Es de noche. La choza es pobre, aunque segura.
Sombrío es su interior, mas algo se percibe
que irradia entre las sombras de su oscuro crepúsculo.
Redes de pescador cuelgan de sus paredes.
Y al fondo, en un rincón, una vajilla humilde,
encima de un arcón, destella vagamente,
y una gran cama adviértese, echadas sus cortinas.
Cerca, un colchón se extiende sobre unos viejos bancos,
y cinco niños sueñan en él como en un nido
de almas. El hogar donde unas llamas velan
alumbra el techo oscuro, y una mujer, de hinojos,
la frente sobre el lecho, reza y piensa, agitada.
Es su madre. Está sola. Blanco de espuma, afuera,
contra el viento, las rocas, las sombras y la bruma,
el torvo Océano lanza sus oscuros sollozos.

II
Su hombre está en el mar. Marino desde niño,
contra el siniestro azar libra una gran batalla.
Llueva o truene, sin falta ha de salir él siempre,
pues las criaturas tienen hambre. Al atardecer
parte cuando las aguas profundas van subiendo,
del dique, los peldaños.
La mujer quedó en casa cosiendo viejas telas,
remendando las redes, cuidando los anzuelos,
ante el hogar velando la sopa de pescado,
y a Dios luego rezando cuando los niños duermen.
Él, solo, combatido del mar, cambiante siempre,
se adentra en sus abismos y se pierde en la noche.
¡Qué esfuerzo! Todo es negro y frío, nada luce.
En los rompientes, entre las delirantes olas,
el buen banco de pesca y, sobre el mar inmenso,
el lugar móvil, negro, cambiante y caprichoso,
tan querido a los peces de aletas plateadas,
no es más que un punto sólo, grande como dos chozas.
Mas, de noche, en diciembre, con niebla y aguacero,
para encontrar tal punto sobre el desierto inquieto
¡cómo hay que calcular el viento y la marea,
y combinar con tino todas las maniobras!
Bordéanlo las olas como culebras verdes;
el mar tuerce y se encrespa sus pliegues desmedidos,
y hace gemir de horror los pobres aparejos.
Sueña él con su Jeannie, solo en el mar helado,
y ésta, llorando, llámalo, y entrambos pensamientos
se cruzan en la noche cual dos divinos pájaros.

III
Ella reza, y la alondra con su burlón graznido
importúnale, y entre escollos derruidos
le aterra el Océano, y mil distintas sombras
su espíritu atraviesan, de mar y marineros
llevados por la cólera furiosa de las olas;
y mientras, en su caja, cual sangre en las arterias,
el frío reloj late, vertiendo en el misterio
el tiempo gota a gota, inviernos, primaveras,
las varias estaciones; y estas palpitaciones
abren para las almas, y a modo de bandadas
de azores y palomas, por un lado, las cunas;
(las tumbas por el otro.

Ella medita y sueña: —“¡Oh Dios, cuánta pobreza!”
Sus hijos van descalzos en invierno y verano.
No comen pan de trigo, sólo pan de cebada.
¡Oh Dios, el viento ruge como un fuelle de fragua!
El mar bate en la costa como si fuera un yunque,
y las estrellas huyen entre el negro huracán
como un turbión de chispas por una chimenea.

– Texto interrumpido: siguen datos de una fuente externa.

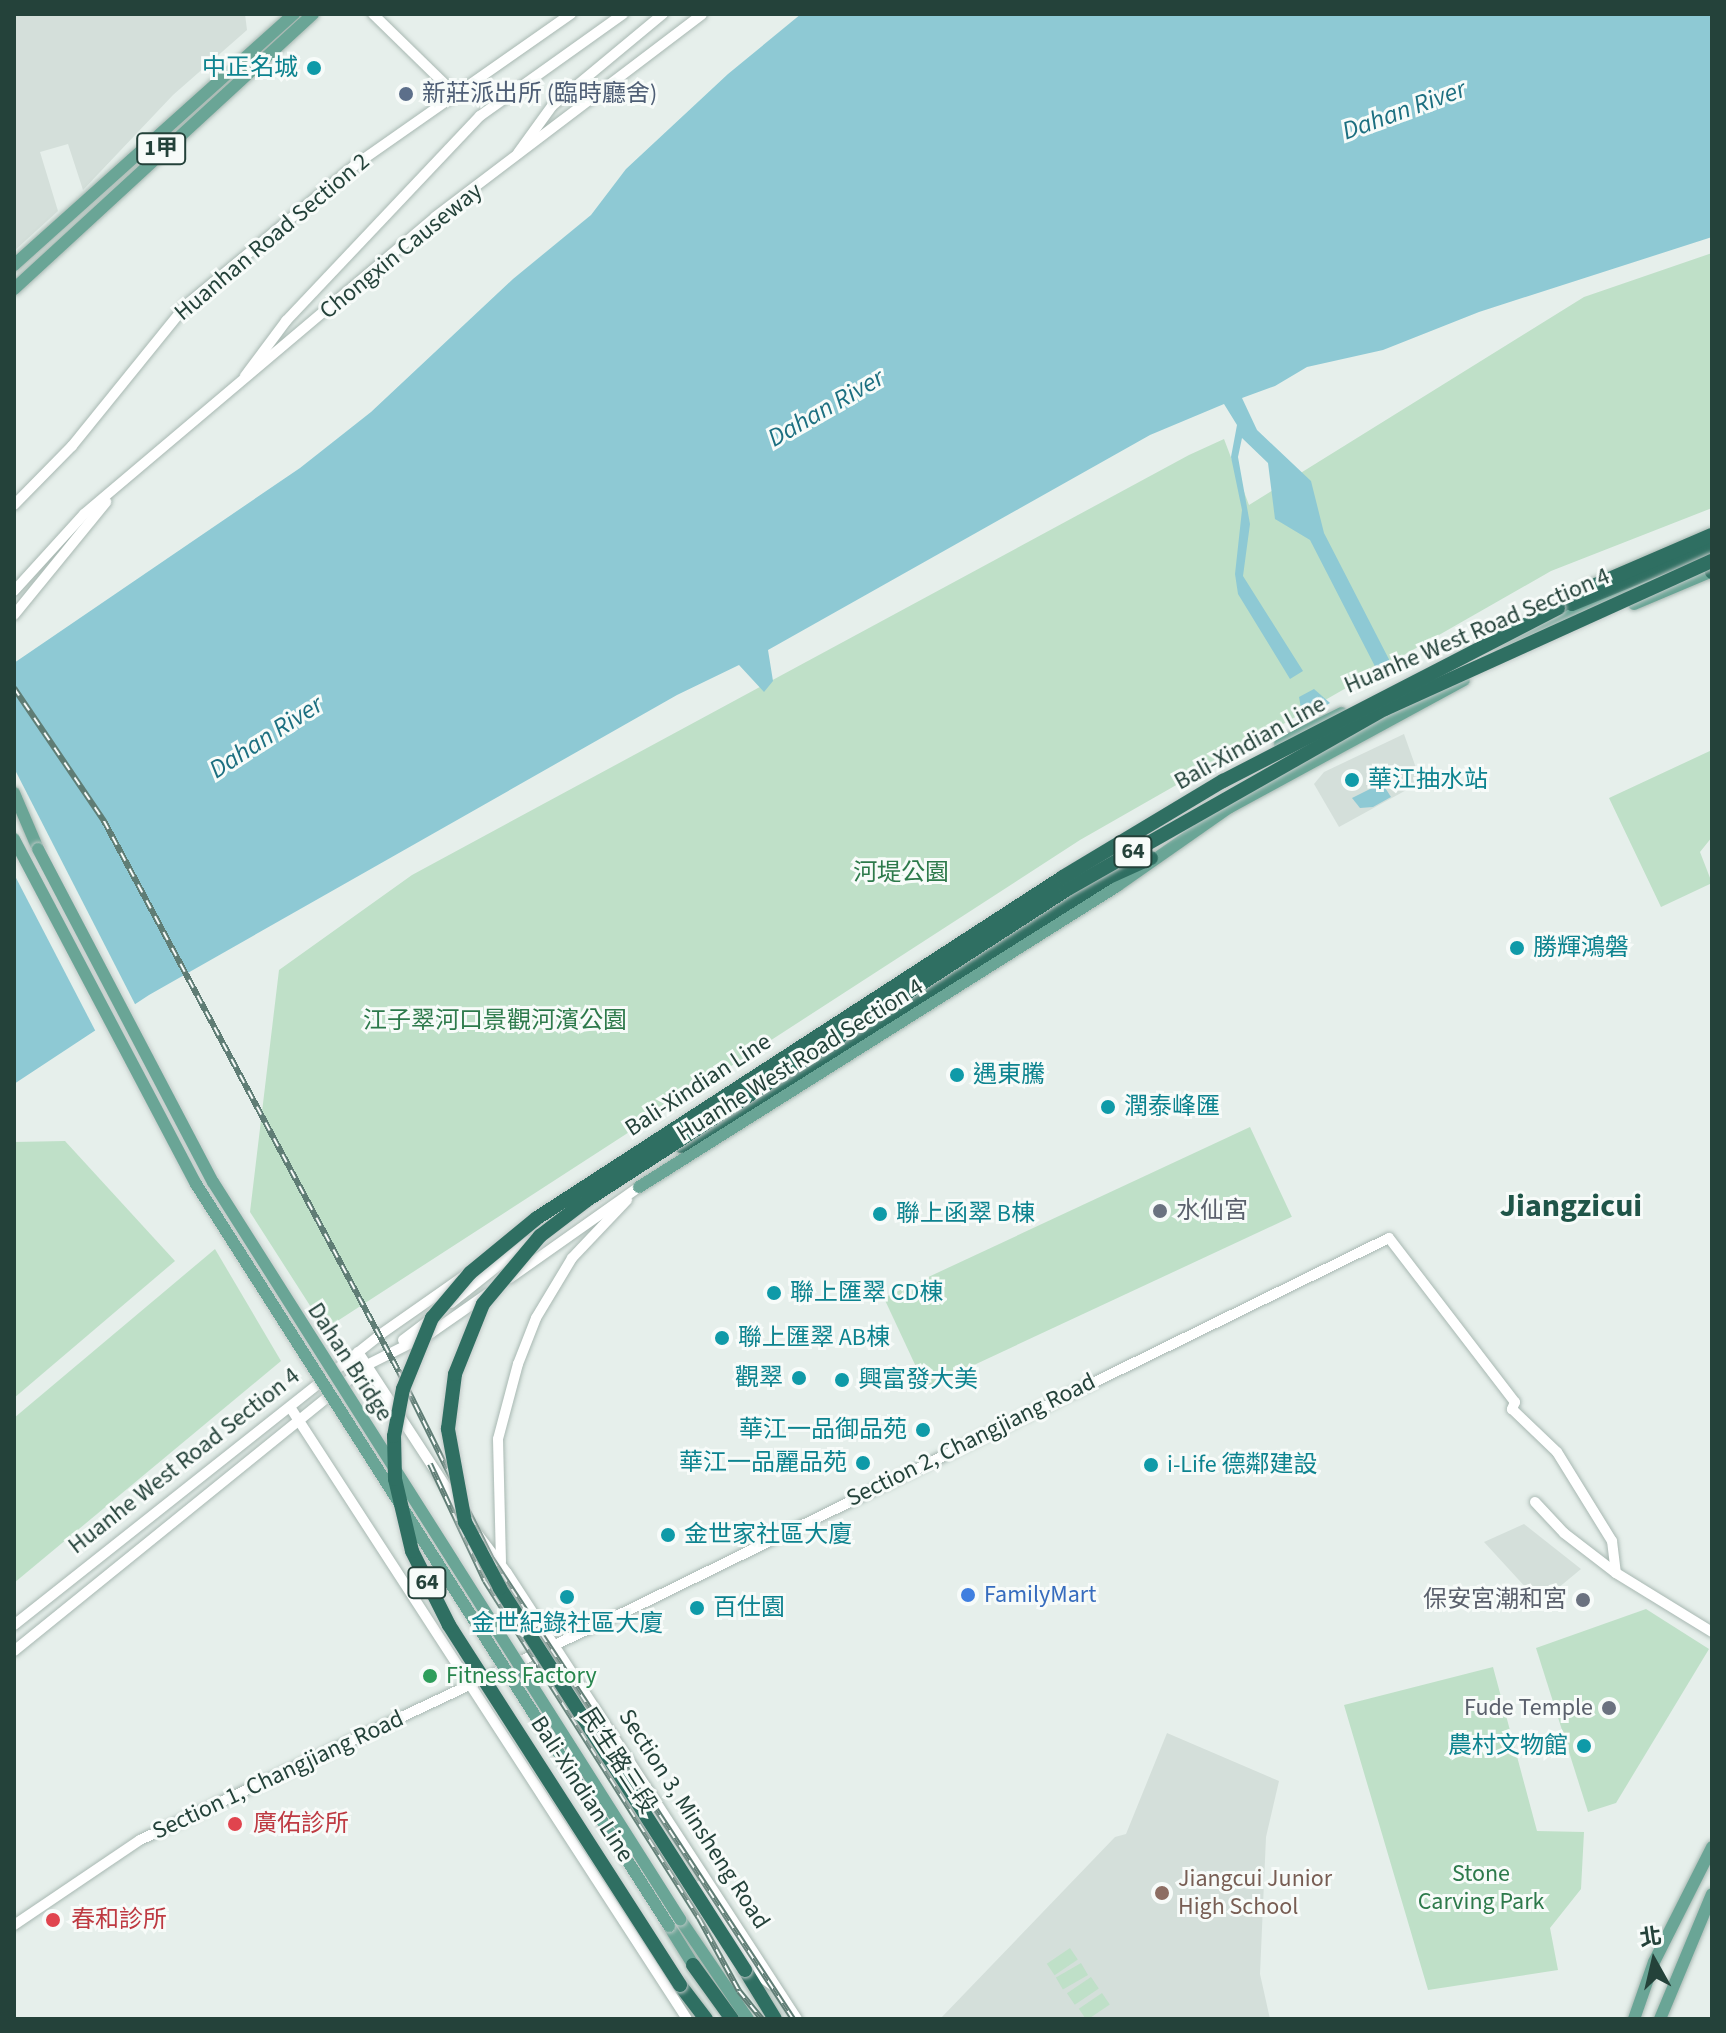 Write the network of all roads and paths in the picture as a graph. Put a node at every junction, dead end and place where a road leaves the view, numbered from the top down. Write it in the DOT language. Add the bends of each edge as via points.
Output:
graph roads {
  1 [pos="294,14"];
  2 [pos="313,14"];
  3 [pos="373,14"];
  4 [pos="571,14"];
  5 [pos="623,14"];
  6 [pos="663,14"];
  7 [pos="702,14"];
  8 [pos="456,95"];
  9 [pos="509,164"];
  10 [pos="14,265"];
  11 [pos="14,289"];
  12 [pos="234,390"];
  13 [pos="109,498"];
  14 [pos="14,505"];
  15 [pos="1712,535"];
  16 [pos="1712,547"];
  17 [pos="1712,555"];
  18 [pos="1712,561"];
  19 [pos="1712,572"];
  20 [pos="14,591"];
  21 [pos="1558,608"];
  22 [pos="14,615"];
  23 [pos="14,793"];
  24 [pos="1230,807"];
  25 [pos="14,811"];
  26 [pos="1145,837"];
  27 [pos="14,839"];
  28 [pos="38,849"];
  29 [pos="1151,858"];
  30 [pos="639,1187"];
  31 [pos="584,1199"];
  32 [pos="392,1349"];
  33 [pos="358,1352"];
  34 [pos="367,1365"];
  35 [pos="290,1407"];
  36 [pos="300,1419"];
  37 [pos="1535,1502"];
  38 [pos="472,1527"];
  39 [pos="501,1563"];
  40 [pos="1616,1573"];
  41 [pos="14,1625"];
  42 [pos="1712,1632"];
  43 [pos="549,1646"];
  44 [pos="14,1651"];
  45 [pos="469,1686"];
  46 [pos="1712,1847"];
  47 [pos="1712,1894"];
  48 [pos="675,1922"];
  49 [pos="14,1925"];
  50 [pos="693,1965"];
  51 [pos="680,1985"];
  52 [pos="723,1986"];
  53 [pos="687,2019"];
  54 [pos="698,2019"];
  55 [pos="706,2019"];
  56 [pos="724,2019"];
  57 [pos="732,2019"];
  58 [pos="740,2019"];
  59 [pos="748,2019"];
  60 [pos="755,2019"];
  61 [pos="775,2019"];
  62 [pos="797,2019"];
  63 [pos="1634,2019"];
  64 [pos="1660,2019"];
  1 -- 10 [label="main road, 1甲"];
  2 -- 11 [label="main road, 1甲"];
  3 -- 8 [label="street"];
  4 -- 8 [label="street, Huanhan Road Section 2"];
  5 -- 12 [label="street" via="516,86 430,167 286,321"];
  6 -- 9 [label="street" via="552,106"];
  7 -- 9 [label="street, Chongxin Causeway"];
  8 -- 14 [label="street, Huanhan Road Section 2" via="355,165 186,305 72,446"];
  9 -- 12 [label="street, Chongxin Causeway" via="435,217"];
  12 -- 13 [label="street, Chongxin Causeway"];
  13 -- 20 [label="street, Chongxin Causeway" via="84,514"];
  13 -- 22 [label="street, Chongxin Causeway"];
  15 -- 21 [label="highway" via="1584,590"];
  16 -- 21 [label="highway, Bali-Xindian Line / 64"];
  17 -- 26 [label="main road, Huanhe West Road Section 4" via="1317,723 1197,791"];
  18 -- 31 [label="highway, Bali-Xindian Line / 64, bridge" via="1385,709 1066,890"];
  19 -- 24 [label="main road, Huanhe West Road Section 4" via="1517,653"];
  21 -- 51 [label="highway, Bali-Xindian Line / 64, bridge" via="1223,781 1063,877 537,1218 470,1273 432,1318 403,1389 394,1436 395,1479 412,1551 449,1625"];
  23 -- 28 [label="main road"];
  24 -- 26 [label="main road, Huanhe West Road Section 4"];
  24 -- 29 [label="main road, Huanhe West Road Section 4"];
  25 -- 28 [label="main road, Dahan Bridge"];
  26 -- 31 [label="main road, Huanhe West Road Section 4"];
  27 -- 48 [label="main road, Dahan Bridge, bridge" via="196,1184"];
  28 -- 48 [label="main road, Dahan Bridge, bridge" via="213,1182"];
  29 -- 30 [label="main road, Huanhe West Road Section 4" via="1117,886"];
  29 -- 31 [label="highway, bridge" via="1076,899 727,1120"];
  30 -- 32 [label="street, Huanhe West Road Section 4" via="431,1333"];
  30 -- 39 [label="street" via="572,1258 536,1318 518,1364 498,1439"];
  31 -- 32 [label="street, Huanhe West Road Section 4"];
  31 -- 33 [label="street, Huanhe West Road Section 4" via="548,1214"];
  31 -- 61 [label="highway, Bali-Xindian Line / 64, bridge" via="507,1270 472,1324 451,1397 448,1429 456,1495 476,1548 500,1588"];
  32 -- 34 [label="street, Huanhe West Road Section 4"];
  33 -- 34 [label="street"];
  33 -- 35 [label="street, Huanhe West Road Section 4"];
  34 -- 36 [label="street, Huanhe West Road Section 4"];
  34 -- 38 [label="street"];
  35 -- 36 [label="street"];
  35 -- 41 [label="street, Huanhe West Road Section 4"];
  36 -- 44 [label="street, Huanhe West Road Section 4"];
  36 -- 45 [label="street"];
  37 -- 40 [label="street" via="1564,1533"];
  38 -- 39 [label="street"];
  38 -- 43 [label="street"];
  39 -- 43 [label="street, Section 3, Minsheng Road"];
  40 -- 42 [label="street"];
  40 -- 43 [label="street, Section 2, Changjiang Road" via="1612,1541 1557,1452 1512,1409 1515,1402 1389,1238"];
  43 -- 45 [label="street, Section 1, Changjiang Road"];
  43 -- 62 [label="street, Section 3, Minsheng Road"];
  45 -- 49 [label="street, Section 1, Changjiang Road" via="140,1840"];
  45 -- 53 [label="street"];
  46 -- 63 [label="main road" via="1654,1962"];
  47 -- 64 [label="main road"];
  48 -- 50 [label="main road"];
  48 -- 52 [label="main road"];
  50 -- 56 [label="main road"];
  50 -- 57 [label="highway"];
  51 -- 54 [label="highway"];
  51 -- 55 [label="highway, Bali-Xindian Line / 64"];
  52 -- 58 [label="highway"];
  52 -- 59 [label="main road"];
  52 -- 60 [label="main road"];
}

Es ya la medianoche, la hora en la que ésta
como jovial danzante ríe y juguetea
bajo antifaz de raso que iluminan sus ojos;
la hora en que medianoche, bandido misterioso,
de sombra y lluvia lleno y su frente en el cierzo,
toma a un pobre marino tembloroso y lo estrella
contra espantosas rocas que aparecen de pronto.
¡Qué horror!, el hombre cuyos gritos el mar sofoca,
siente ceder y hundirse la barca en que naufraga,
y mientras siente abrirse las sombras y el abismo
bajo sus pies, ¡aún sueña con esa vieja argolla
de hierro, de su muelle, bañado por el sol!

Estas tristes visiones su corazón conturban,
negro como la noche. Y ella tiembla y solloza.

IV
¡Oh la pobre mujer del pescador! Qué horrible
es tener que decirse: —“Todo cuanto yo tengo,
hermano, padre, amante, mis hijos más queridos,
el alma de mi alma, están en ese caos
perdidos, mi corazón, la carne de mi carne.”
¡Ser presa de las olas es serlo de las bestias!
Pensar —¡Cielos!— que el agua juegue con sus cabezas,
desde el hijo, grumete, al marido, patrón,
y que el viento soplando por sus trompas horribles
sobre ellos desate su larga y loca trenza,
y tal vez a esta hora se encuentren en peligro,
sin que saber podamos lo que están ahora haciendo
más que para enfrentarse a ese abismo sin fondo,
a esas oscuras simas donde no hay ni una estrella,
¡tienen sólo una plancha con un poco de tela!
¡Terrible angustia! Corren todas sobre las rocas.
Las olas suben; háblanles, grítanles: —“Devolvédnoslos”.
Mas ¡ay! qué es lo que puede decirse al pensamiento
del mar, siempre sombrío, y siempre trastornado!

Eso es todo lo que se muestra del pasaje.